Selon Patrick Haskell, responsable du groupe des obligations municipales chez BlackRock, l'émission d'obligations municipales devrait dépasser 580 milliards de dollars cette année, avec de nouveaux flux de trésorerie dans ces obligations atteignant 56,6 milliards de dollars au cours du premier semestre, marquant le deuxième meilleur début d'année.
Haskell souligne l'importance de la patience pour la seconde moitié de l'année, conseillant aux investisseurs de se concentrer sur les bons crédits, structures et niveaux.

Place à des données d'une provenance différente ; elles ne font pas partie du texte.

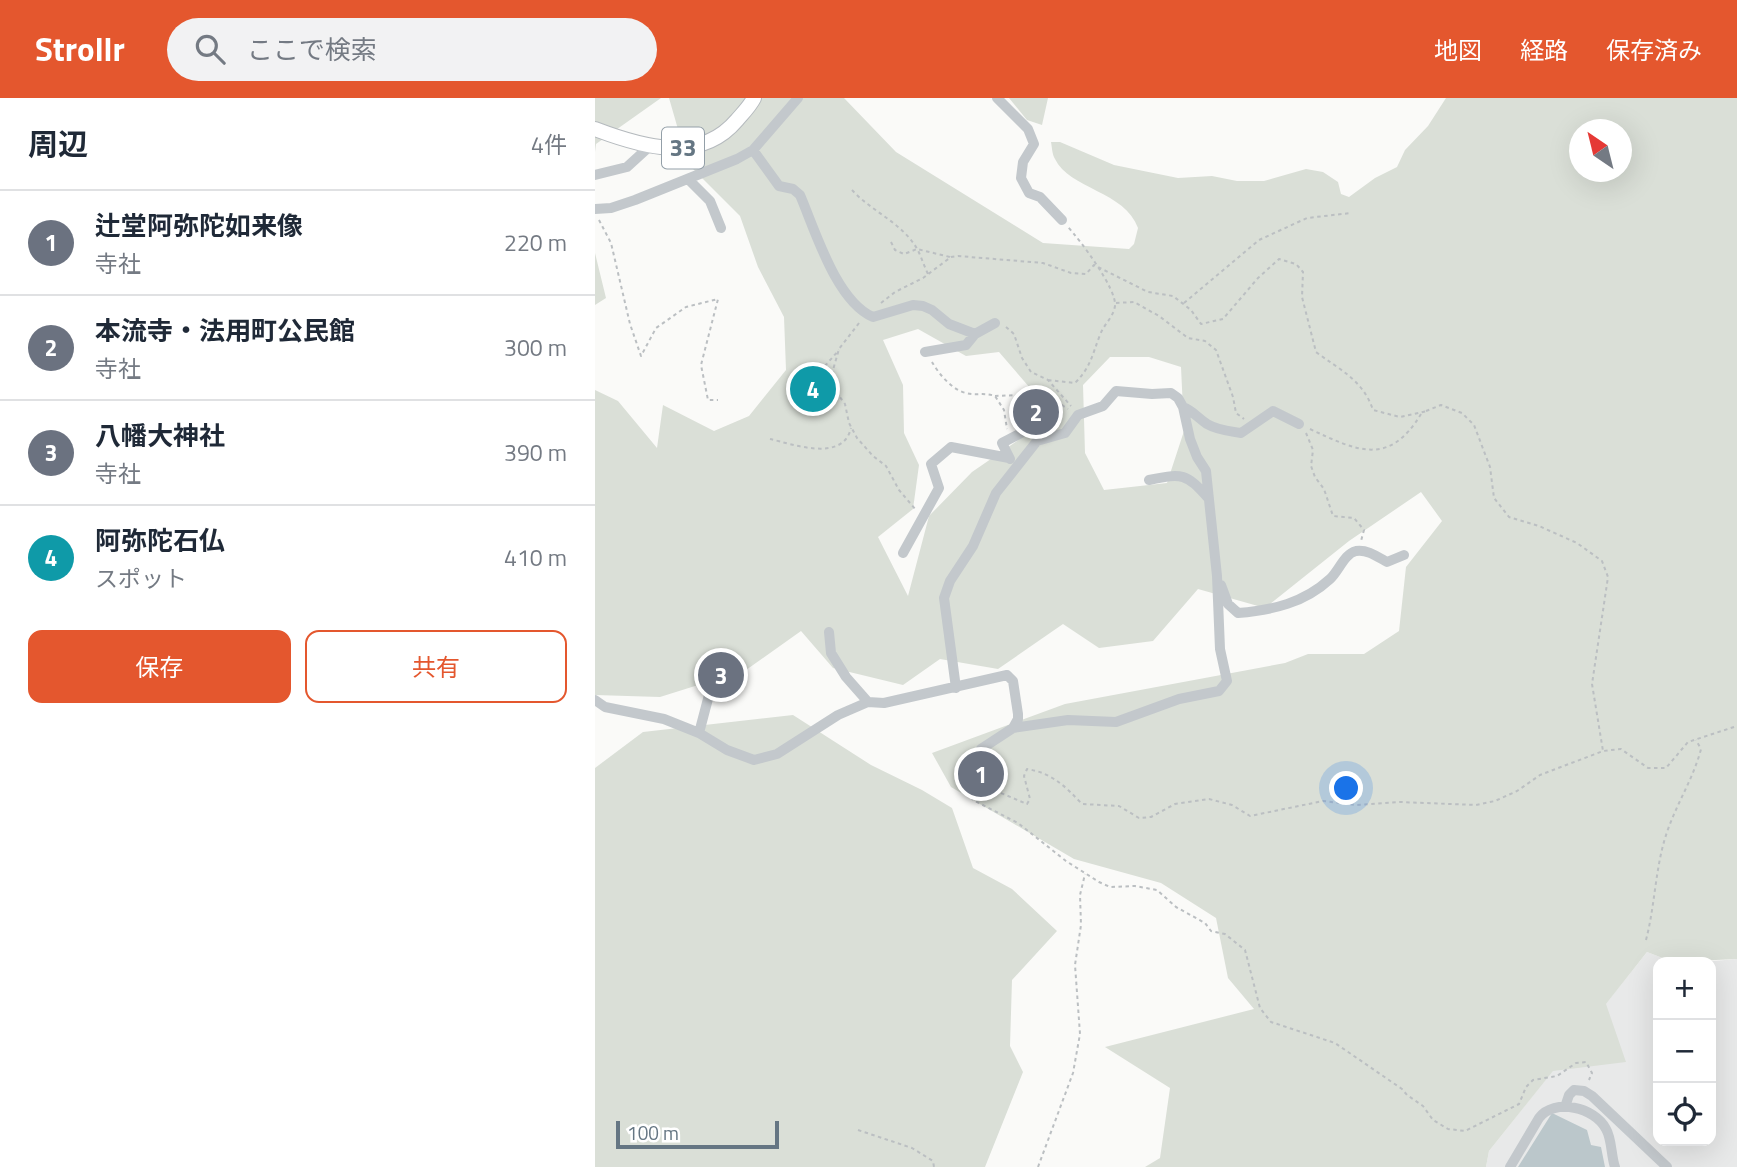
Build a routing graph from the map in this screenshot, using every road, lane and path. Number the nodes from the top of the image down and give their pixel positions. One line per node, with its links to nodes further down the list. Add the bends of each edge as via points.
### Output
1 (754, 98): 5 (main road, 33, via 730,128 700,147)
2 (798, 98): 6 (street)
3 (997, 98): 12 (street, via 1028,129 1034,144 1023,162 1021,178 1029,193 1040,197)
4 (595, 129): 5 (main road, 33)
5 (650, 146): 7 (street, via 627,167)
6 (753, 149): 8 (street); 21 (street, via 779,186 800,194 830,269 849,298)
7 (595, 175)
8 (688, 180): 10 (street); 13 (street, via 710,201)
9 (852, 190): 15 (path, via 906,234)
10 (595, 211): 29 (path, via 611,243 641,356 656,328 686,307 718,299 701,365 708,400)
11 (1351, 213): 20 (path, via 1307,218 1259,240)
12 (1062, 220): 17 (path)
13 (721, 228)
14 (891, 242): 15 (path, via 904,254)
15 (917, 249): 16 (path); 18 (path)
16 (951, 257): 17 (path, via 1042,263 1086,274); 18 (path)
17 (1094, 265): 19 (path); 20 (path)
18 (928, 275): 21 (path)
19 (1115, 303): 26 (path, via 1087,370 1075,383); 33 (path, via 1133,302 1188,338 1205,341 1216,350 1236,413)
20 (1183, 304): 31 (path, via 1201,324 1223,319 1279,259 1297,264 1303,272 1302,297 1316,352 1353,379 1367,394 1373,410 1399,417)
21 (867, 314): 23 (street, via 873,317 923,306 949,324); 24 (path)
22 (995, 323): 23 (street); 26 (path, via 1014,334 1031,372)
23 (975, 334): 25 (street, via 966,345)
24 (839, 349): 27 (path, via 824,367); 35 (path, via 834,389 845,404)
25 (925, 352): 28 (path, via 952,386 966,393)
26 (1048, 380): 32 (path)
27 (815, 392)
28 (995, 396): 32 (path, via 1045,394); 36 (path, via 1004,410 1007,429)
29 (718, 400)
30 (1183, 407): 32 (street, via 1171,393 1116,391 1103,406); 34 (street, via 1206,423 1241,433 1273,411); 40 (street, via 1190,439 1206,471)
31 (1427, 411): 34 (path, via 1404,437 1384,450 1354,448); 56 (path, via 1441,405 1462,413 1474,425 1490,467 1494,498 1509,517 1577,543 1602,561 1608,577 1592,684)
32 (1078, 415): 38 (street, via 1065,433 1037,441)
33 (1244, 420)
34 (1299, 424): 42 (path, via 1309,438 1311,466 1333,516 1354,518 1364,530)
35 (852, 428): 37 (path, via 839,445 820,449); 41 (path, via 886,466)
36 (1021, 433): 38 (street, via 1002,443)
37 (770, 439)
38 (1012, 463): 41 (street, via 951,447 931,464 939,488); 48 (street, via 944,598)
39 (1149, 480): 40 (street, via 1177,474 1193,480)
40 (1209, 499): 45 (street)
41 (922, 518): 43 (street)
42 (1358, 551): 44 (street, via 1387,562); 45 (street, via 1310,594 1268,610 1238,613 1228,604)
43 (903, 553)
44 (1404, 555)
45 (1217, 576): 52 (street, via 1220,649 1227,681 1219,691 1179,699 1116,722 1068,720)
46 (829, 632): 50 (street, via 831,653)
47 (714, 676): 53 (street)
48 (956, 688): 50 (street, via 884,703); 52 (street, via 1007,675 1013,681 1018,714)
49 (595, 701): 53 (street)
50 (868, 702): 53 (street, via 838,715 777,754 754,760)
51 (1737, 726): 54 (path)
52 (1013, 728): 55 (street)
53 (699, 733)
54 (1696, 740): 56 (path, via 1688,742 1666,768 1648,768 1621,748); 59 (path, via 1701,749 1695,772 1669,824)
55 (981, 749): 57 (path)
56 (1603, 751): 57 (path, via 1540,775 1495,801 1476,805 1323,801 1250,816 1209,799 1175,804 1139,818 1119,806 1081,804 1057,779 1027,769 1027,803 989,789)
57 (973, 773): 58 (path, via 965,788 974,800 1018,823)
58 (1086, 873): 60 (path, via 1110,887 1157,890 1211,931 1225,934 1245,950 1260,1007 1271,1021 1335,1044 1402,1089 1423,1105 1433,1121 1448,1129 1465,1131 1479,1126 1519,1104 1533,1080 1557,1076 1576,1063 1586,1062 1592,1073); 64 (path, via 1075,965 1080,1034 1073,1073)
59 (1646, 940)
60 (1584, 1091): 61 (street, via 1574,1090); 67 (street)
61 (1565, 1107): 65 (street, via 1544,1111); 66 (street, via 1582,1110 1607,1129)
62 (858, 1130): 63 (path, via 912,1148 933,1161)
63 (934, 1167)
64 (1038, 1167)
65 (1510, 1167)
66 (1615, 1167)
67 (1667, 1167)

Les obligations municipales sont particulièrement attrayantes pour les investisseurs à revenu élevé en raison de leur revenu exonéré d'impôt, ce qui est plus bénéfique pour ceux qui se trouvent dans des tranches d'imposition plus élevées.
Par exemple, un investisseur dans la tranche d'imposition fédérale de 32 % aurait besoin d'un rendement de 5,45 % d'une obligation imposable pour égaler le revenu d'une obligation municipale exonérée d'impôt de 3,5 %.
L'équipe de Haskell privilégie les obligations à long terme dans la fourchette de 20 à 22 ans, malgré leur sensibilité aux fluctuations des taux d'intérêt, et recommande des obligations de haute qualité avec des coupons supérieurs à 5 % pour naviguer dans l'incertitude du marché.
Les secteurs spécifiques d'intérêt incluent les obligations de revenus dans le logement et les transports, avec l'indice des obligations municipales de logement S&P offrant un rendement de 4,34 % (rendement équivalent fiscal de 7,33 %) et l'indice des transports offrant un rendement de 4,06 % (rendement équivalent fiscal de 6,86 %).
De plus, certaines obligations municipales soutenues par des entreprises sont mises en avant, avec un rendement à la pire échéance de 4,39 % (rendement exonéré d'impôt de 7,42 %). Haskell conclut que les perspectives globales pour les obligations municipales restent positives.